— Data —
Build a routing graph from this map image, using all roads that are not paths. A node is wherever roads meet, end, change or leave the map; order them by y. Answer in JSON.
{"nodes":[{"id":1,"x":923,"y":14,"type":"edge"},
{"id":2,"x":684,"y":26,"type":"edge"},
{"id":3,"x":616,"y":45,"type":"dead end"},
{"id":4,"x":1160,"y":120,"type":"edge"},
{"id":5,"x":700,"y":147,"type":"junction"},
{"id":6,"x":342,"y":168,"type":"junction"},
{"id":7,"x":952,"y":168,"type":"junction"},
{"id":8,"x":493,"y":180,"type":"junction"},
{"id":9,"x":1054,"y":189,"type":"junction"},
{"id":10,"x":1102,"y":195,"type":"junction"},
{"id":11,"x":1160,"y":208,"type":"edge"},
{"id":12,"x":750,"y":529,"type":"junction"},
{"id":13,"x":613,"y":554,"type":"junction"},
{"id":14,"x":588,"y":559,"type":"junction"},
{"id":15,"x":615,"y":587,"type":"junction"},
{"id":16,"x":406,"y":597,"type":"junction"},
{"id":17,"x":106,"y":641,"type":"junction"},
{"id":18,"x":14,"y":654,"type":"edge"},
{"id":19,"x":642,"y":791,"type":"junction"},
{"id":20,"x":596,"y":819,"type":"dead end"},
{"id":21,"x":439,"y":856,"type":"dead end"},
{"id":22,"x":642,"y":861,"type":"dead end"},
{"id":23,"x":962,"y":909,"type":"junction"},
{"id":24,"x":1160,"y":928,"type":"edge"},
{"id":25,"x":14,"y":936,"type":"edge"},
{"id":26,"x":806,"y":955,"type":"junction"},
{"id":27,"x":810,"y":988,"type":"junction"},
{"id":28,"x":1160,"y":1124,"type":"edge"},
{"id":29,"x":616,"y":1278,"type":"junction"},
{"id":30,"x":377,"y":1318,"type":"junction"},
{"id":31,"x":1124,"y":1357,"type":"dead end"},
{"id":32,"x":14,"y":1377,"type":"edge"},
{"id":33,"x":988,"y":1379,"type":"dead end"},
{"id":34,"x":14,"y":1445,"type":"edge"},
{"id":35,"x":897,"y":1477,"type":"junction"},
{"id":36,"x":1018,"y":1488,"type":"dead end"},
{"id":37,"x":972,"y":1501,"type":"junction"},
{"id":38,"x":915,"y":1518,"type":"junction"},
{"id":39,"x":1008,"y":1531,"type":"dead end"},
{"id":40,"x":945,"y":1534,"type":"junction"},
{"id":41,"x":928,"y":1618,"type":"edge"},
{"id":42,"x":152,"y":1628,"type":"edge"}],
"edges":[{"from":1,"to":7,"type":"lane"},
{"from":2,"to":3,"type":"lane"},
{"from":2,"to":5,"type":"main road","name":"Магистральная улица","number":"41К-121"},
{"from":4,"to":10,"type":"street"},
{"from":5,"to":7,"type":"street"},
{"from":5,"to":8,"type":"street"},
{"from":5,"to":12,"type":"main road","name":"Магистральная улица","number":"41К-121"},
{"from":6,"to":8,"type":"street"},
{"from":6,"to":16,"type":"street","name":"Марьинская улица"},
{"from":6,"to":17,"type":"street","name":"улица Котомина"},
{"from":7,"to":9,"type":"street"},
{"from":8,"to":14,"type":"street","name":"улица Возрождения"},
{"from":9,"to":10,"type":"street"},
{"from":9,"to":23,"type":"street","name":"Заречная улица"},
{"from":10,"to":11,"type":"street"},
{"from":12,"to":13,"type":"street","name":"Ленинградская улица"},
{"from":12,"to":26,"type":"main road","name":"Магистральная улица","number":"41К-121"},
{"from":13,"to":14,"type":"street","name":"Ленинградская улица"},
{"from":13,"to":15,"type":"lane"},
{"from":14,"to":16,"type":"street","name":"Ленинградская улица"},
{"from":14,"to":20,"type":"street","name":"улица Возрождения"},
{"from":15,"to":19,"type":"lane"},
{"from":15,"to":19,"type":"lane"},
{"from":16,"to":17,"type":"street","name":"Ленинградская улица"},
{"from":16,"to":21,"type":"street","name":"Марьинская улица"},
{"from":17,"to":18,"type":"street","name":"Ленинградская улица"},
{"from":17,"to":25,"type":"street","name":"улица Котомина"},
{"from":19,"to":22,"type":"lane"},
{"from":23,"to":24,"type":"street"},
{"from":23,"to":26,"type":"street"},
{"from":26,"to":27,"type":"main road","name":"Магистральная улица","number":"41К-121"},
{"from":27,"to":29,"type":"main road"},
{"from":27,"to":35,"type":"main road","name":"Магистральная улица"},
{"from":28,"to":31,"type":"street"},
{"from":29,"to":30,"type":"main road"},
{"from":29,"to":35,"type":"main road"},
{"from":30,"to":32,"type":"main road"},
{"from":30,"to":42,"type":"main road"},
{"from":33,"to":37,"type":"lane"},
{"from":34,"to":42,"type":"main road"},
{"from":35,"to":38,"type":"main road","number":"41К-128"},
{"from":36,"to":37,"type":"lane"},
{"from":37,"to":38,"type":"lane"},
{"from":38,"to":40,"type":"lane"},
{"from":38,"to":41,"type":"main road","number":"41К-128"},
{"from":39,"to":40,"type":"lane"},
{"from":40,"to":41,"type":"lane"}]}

— Task to complete —
Wherever the string "Возрождения" appears in a line above, copy that line.

— Answer to the problem —
{"from":8,"to":14,"type":"street","name":"улица Возрождения"},
{"from":14,"to":20,"type":"street","name":"улица Возрождения"},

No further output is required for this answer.